Typically, it will be arranged so the user can communicate with other members who have the same color identification, but it is also possible to branch out. It is optional to include other colors of the spectrum in their match results so members of those classifications know they might be interested.
“Not only did I want to create a website for people on the autism spectrum to connect, but I also wanted to create the first compatibility test for people on the spectrum,” Cantu said. “Each one of us are unique. Some of us are introverted, quiet types (I sure am), and some of us are outgoing types. Some of us can tolerate certain environments, and some of us cannot.”
The test helps narrow the search down by grouping individuals together based on characteristics or tendencies such as these.
“Some people have asked us about the meaning of the colors with the results of the Spectrum Compatibility Test. The only function of the colors is to match members to other members with similar spectrum attributes. When members create their profile, they can select other specific attributes, which narrow down the matches even further,” Fitzpatrick said. “We purposely chose not to ‘label’ or ‘categorize’ the results. We felt that those of us on the spectrum have been labeled our whole lives. In our experience, categorical labeling can result in some people being unable to perceive a person individually from that label. This is common in mainstream society but is not an environment we wanted to create within the SpectrumSingles community. We do not discriminate against anyone and do not tolerate discrimination of any kind within the community.”
Right now SpectrumSingles is still growing, but within the first couple days of getting real press after creating the site, they received a lot of positive feedback from the community.
According to Cantu, supporters would say things like, “My child is on the autism spectrum, and I don’t know what kind of future he’ll have, but now that I see this kind of stuff out here, I don’t worry.” Others would emphasize the aspect of understanding and say, “I can connect to these people. There’s finally someone who gets these issues that I have.”

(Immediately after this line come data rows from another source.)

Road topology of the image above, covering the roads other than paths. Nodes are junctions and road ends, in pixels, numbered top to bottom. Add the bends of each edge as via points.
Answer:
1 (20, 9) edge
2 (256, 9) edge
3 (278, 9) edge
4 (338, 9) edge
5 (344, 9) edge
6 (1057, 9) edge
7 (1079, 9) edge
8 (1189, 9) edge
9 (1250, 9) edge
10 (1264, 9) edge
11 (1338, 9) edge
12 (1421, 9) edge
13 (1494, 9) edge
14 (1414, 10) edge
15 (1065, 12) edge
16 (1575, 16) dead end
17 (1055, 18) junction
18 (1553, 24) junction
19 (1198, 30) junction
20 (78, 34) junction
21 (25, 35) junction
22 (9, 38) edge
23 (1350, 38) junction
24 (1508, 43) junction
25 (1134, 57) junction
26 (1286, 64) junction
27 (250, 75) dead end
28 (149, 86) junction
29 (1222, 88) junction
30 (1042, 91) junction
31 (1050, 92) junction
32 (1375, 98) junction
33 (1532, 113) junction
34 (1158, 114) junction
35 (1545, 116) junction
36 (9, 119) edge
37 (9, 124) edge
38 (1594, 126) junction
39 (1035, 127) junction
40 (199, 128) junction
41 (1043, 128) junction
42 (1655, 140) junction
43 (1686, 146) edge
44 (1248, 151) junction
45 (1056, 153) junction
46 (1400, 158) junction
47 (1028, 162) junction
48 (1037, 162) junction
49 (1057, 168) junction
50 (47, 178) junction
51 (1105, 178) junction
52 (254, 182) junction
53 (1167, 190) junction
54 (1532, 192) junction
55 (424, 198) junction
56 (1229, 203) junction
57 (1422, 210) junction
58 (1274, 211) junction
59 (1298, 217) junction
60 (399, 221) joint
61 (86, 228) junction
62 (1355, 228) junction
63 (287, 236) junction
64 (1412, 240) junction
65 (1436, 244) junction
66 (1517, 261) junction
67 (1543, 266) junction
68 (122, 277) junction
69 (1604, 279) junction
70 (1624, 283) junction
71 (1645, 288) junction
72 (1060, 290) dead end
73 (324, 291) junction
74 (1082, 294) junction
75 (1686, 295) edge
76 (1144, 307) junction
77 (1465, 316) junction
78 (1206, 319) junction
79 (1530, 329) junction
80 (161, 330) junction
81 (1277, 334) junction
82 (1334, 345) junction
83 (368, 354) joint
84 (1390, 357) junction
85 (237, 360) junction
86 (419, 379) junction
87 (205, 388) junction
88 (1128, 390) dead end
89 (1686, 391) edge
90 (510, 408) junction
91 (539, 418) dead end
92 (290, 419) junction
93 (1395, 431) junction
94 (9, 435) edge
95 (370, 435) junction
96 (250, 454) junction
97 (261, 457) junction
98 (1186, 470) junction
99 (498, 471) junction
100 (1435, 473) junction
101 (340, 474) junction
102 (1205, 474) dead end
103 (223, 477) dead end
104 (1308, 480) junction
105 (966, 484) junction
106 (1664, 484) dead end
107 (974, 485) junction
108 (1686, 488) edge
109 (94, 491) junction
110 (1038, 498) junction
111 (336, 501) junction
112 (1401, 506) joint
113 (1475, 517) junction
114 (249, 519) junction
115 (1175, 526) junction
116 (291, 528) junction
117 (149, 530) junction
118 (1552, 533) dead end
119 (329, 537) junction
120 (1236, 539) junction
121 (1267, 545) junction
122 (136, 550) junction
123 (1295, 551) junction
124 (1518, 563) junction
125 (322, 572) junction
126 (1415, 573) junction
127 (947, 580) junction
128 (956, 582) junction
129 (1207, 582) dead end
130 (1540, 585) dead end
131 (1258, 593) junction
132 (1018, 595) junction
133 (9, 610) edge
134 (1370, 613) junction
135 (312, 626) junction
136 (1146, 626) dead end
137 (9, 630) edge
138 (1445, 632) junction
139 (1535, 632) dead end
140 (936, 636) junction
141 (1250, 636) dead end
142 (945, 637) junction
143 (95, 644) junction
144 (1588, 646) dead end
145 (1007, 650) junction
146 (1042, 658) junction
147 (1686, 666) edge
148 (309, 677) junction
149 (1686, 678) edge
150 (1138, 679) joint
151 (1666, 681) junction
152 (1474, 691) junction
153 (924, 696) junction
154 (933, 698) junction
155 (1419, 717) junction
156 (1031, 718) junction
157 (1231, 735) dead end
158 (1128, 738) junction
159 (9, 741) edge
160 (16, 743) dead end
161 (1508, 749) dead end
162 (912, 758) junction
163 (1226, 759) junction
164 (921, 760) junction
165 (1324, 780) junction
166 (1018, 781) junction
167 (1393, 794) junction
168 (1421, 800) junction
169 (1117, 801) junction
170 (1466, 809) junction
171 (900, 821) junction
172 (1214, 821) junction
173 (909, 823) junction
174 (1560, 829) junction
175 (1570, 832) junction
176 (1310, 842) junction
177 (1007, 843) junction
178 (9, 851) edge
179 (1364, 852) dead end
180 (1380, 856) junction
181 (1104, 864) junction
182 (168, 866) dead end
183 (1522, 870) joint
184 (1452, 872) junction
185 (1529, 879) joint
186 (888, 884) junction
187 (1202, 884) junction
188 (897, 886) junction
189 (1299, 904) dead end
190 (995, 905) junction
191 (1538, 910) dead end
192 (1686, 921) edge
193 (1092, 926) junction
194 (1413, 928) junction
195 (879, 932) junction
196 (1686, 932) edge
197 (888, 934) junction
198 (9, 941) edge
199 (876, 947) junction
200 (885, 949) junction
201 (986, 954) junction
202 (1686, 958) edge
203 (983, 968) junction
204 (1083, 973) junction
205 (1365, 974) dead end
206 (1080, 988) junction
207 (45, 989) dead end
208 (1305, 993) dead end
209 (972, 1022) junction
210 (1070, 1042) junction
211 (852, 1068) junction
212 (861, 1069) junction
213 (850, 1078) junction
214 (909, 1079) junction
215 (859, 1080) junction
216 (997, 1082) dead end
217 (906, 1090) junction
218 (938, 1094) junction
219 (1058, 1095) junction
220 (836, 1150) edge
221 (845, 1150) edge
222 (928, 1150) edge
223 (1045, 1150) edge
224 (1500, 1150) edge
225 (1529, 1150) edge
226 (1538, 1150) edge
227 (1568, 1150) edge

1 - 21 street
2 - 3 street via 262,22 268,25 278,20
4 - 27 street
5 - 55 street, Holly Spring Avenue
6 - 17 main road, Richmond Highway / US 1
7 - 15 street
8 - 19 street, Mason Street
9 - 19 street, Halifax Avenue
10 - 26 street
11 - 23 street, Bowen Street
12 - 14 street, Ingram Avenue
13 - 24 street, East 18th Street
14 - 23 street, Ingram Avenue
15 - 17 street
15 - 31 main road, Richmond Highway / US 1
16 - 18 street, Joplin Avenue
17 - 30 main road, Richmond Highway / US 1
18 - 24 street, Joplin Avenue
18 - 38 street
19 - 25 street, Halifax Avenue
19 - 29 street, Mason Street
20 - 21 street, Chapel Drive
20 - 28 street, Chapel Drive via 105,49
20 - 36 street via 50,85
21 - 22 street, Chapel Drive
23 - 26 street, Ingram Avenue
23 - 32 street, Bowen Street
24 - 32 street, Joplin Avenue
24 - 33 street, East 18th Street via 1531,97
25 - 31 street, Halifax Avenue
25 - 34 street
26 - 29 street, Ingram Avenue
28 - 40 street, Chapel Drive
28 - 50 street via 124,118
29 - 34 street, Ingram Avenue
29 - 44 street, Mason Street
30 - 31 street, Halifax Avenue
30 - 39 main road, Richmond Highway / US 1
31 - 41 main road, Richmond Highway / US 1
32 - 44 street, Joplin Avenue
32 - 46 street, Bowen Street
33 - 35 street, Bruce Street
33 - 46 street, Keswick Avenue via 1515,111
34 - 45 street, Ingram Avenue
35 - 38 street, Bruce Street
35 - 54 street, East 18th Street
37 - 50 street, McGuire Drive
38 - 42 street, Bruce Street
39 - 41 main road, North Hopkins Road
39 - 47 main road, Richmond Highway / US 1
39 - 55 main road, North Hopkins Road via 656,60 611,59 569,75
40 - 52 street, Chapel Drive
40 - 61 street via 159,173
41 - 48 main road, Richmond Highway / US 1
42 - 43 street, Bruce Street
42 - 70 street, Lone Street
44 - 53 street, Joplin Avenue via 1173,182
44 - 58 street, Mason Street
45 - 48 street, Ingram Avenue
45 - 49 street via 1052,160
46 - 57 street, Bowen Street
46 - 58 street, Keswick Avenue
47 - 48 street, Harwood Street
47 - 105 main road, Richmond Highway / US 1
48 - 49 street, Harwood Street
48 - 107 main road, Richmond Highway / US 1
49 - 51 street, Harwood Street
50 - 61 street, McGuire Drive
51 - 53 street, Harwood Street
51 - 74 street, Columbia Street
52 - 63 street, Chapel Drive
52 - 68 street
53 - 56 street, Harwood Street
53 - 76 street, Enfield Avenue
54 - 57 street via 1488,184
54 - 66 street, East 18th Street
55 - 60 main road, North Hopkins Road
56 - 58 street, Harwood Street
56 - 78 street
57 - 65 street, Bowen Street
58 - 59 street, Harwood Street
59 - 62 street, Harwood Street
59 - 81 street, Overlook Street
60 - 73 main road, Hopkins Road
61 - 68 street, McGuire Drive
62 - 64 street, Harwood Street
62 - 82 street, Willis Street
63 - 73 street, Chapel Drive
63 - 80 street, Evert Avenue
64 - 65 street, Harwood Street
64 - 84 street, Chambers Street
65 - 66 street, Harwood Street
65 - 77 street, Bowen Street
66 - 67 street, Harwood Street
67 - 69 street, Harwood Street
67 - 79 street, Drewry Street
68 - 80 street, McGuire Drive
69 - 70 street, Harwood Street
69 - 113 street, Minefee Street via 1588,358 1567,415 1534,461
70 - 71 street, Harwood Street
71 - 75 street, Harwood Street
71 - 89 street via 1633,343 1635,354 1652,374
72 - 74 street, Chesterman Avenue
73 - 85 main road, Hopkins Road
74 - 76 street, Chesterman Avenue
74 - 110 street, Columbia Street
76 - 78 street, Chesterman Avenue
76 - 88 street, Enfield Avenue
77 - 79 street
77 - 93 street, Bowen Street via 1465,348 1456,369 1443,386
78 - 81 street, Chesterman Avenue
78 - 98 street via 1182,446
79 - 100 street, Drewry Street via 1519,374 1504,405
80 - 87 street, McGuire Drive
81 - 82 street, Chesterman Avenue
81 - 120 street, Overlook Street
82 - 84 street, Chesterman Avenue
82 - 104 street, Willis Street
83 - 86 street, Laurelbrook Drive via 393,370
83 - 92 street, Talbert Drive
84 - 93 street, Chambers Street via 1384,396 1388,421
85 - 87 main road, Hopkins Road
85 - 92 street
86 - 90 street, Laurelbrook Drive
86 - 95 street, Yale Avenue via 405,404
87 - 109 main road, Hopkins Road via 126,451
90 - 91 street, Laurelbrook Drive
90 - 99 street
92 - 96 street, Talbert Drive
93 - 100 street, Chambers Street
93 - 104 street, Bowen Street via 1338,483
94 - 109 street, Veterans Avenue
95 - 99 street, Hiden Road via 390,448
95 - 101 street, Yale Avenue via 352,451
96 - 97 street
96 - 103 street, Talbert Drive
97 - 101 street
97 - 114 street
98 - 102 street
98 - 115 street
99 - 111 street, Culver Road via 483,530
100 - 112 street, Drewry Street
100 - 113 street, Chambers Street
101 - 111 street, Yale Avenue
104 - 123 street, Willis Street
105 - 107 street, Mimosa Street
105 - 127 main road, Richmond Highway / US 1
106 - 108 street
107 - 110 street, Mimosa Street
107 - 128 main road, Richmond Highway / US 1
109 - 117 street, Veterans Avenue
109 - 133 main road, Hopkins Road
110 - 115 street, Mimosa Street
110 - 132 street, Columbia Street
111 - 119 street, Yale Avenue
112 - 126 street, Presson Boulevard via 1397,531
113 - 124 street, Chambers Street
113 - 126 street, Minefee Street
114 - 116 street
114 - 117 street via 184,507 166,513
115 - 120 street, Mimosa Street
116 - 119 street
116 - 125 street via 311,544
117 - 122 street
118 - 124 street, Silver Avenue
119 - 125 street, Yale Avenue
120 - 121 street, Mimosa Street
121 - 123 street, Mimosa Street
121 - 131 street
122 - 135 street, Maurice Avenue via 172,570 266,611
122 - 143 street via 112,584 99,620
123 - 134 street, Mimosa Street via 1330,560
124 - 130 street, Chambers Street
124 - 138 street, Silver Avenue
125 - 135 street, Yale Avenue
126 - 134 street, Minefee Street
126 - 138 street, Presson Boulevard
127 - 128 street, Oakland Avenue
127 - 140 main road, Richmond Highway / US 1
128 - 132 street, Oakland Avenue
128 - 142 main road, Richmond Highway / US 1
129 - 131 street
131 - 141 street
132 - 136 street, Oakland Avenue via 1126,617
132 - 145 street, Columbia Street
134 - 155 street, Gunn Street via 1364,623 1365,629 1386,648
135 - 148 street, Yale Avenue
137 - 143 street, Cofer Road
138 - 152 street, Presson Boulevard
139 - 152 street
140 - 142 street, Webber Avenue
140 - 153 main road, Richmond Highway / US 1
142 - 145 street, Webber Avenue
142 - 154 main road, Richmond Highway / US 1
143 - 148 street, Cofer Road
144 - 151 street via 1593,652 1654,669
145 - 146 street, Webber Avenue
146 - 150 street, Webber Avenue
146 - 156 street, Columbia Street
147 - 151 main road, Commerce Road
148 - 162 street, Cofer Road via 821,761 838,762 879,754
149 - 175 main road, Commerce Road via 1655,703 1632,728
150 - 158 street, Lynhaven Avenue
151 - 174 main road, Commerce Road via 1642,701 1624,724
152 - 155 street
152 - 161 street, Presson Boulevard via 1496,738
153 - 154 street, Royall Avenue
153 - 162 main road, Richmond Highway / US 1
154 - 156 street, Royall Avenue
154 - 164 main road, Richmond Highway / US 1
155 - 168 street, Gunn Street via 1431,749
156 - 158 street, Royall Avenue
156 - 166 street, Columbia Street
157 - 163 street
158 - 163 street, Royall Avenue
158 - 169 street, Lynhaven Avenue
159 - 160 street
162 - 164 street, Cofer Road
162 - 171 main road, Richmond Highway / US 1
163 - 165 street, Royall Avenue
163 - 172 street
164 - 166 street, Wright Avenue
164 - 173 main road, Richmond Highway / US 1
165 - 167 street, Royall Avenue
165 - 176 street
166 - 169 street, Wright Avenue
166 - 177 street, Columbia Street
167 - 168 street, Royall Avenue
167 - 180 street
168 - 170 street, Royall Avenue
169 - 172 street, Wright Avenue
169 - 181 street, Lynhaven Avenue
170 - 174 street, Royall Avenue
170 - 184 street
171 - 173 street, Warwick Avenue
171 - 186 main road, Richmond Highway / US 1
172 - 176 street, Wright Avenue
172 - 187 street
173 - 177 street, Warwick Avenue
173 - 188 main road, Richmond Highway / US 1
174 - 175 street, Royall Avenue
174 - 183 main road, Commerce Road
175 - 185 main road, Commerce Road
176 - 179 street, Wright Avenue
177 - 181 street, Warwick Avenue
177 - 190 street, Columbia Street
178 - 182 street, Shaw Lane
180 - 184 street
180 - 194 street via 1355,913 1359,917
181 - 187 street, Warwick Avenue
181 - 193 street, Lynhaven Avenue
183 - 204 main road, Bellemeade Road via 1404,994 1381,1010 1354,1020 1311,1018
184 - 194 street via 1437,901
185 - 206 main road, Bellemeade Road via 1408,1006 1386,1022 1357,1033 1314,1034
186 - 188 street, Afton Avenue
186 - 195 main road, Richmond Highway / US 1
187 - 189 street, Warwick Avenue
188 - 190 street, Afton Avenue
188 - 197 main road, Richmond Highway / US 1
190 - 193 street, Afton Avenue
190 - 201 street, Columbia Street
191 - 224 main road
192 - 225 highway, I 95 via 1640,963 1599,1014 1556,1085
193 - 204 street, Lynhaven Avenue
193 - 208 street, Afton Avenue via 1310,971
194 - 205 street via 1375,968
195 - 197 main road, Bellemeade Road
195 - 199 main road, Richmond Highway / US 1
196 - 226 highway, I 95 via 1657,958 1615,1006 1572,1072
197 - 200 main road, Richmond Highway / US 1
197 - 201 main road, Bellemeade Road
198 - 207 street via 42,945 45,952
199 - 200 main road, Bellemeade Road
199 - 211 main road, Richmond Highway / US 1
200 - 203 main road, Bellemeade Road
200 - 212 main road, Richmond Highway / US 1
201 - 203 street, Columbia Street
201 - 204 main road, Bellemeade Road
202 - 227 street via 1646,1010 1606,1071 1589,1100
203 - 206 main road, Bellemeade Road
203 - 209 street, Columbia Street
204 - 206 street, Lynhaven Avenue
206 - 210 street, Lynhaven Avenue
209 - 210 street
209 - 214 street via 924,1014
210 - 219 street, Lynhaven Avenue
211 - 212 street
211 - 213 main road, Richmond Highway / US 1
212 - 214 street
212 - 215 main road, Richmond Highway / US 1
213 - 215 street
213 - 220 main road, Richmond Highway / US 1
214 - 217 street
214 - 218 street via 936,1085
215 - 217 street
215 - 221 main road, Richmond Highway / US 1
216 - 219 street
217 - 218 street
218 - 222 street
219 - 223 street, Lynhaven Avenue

“We really want to bring the community together,” Cantu said. “There are some who prefer to be of one side on the spectrum, like Asperger’s syndrome, and then they may separate themselves from plastic autism. We want to bring everyone together.”
SpectrumSingles is currently crowd-funded, but that’s not stopping Cantu and Fitzpatrick from constantly working to improve the Spectrum Compatibility Test™ and the website’s features.
And because the site is for relationships and friendships, they hope to eventually separate it as well, making it easier for users to navigate between the two.
“We have been listening to our members on improvement suggestions for the site and plan on implementing these changes when funding permits. Our members share in the creative process of the site, and their contributions are invaluable,” Fitzpatrick said. “We are proud of the sheer talent within our community and hope, as the site grows, we can employ members of our community to be part of the SpectrumSingles team. Jobs are needed within our community, and we hope we can eventually be in a position to provide those much needed jobs in the near future”
The future of dating for those on the autism spectrum is bright because of SpectrumSingles’ ability to identify the uniqueness of each individual and meet the needs of every person based on their individual situation.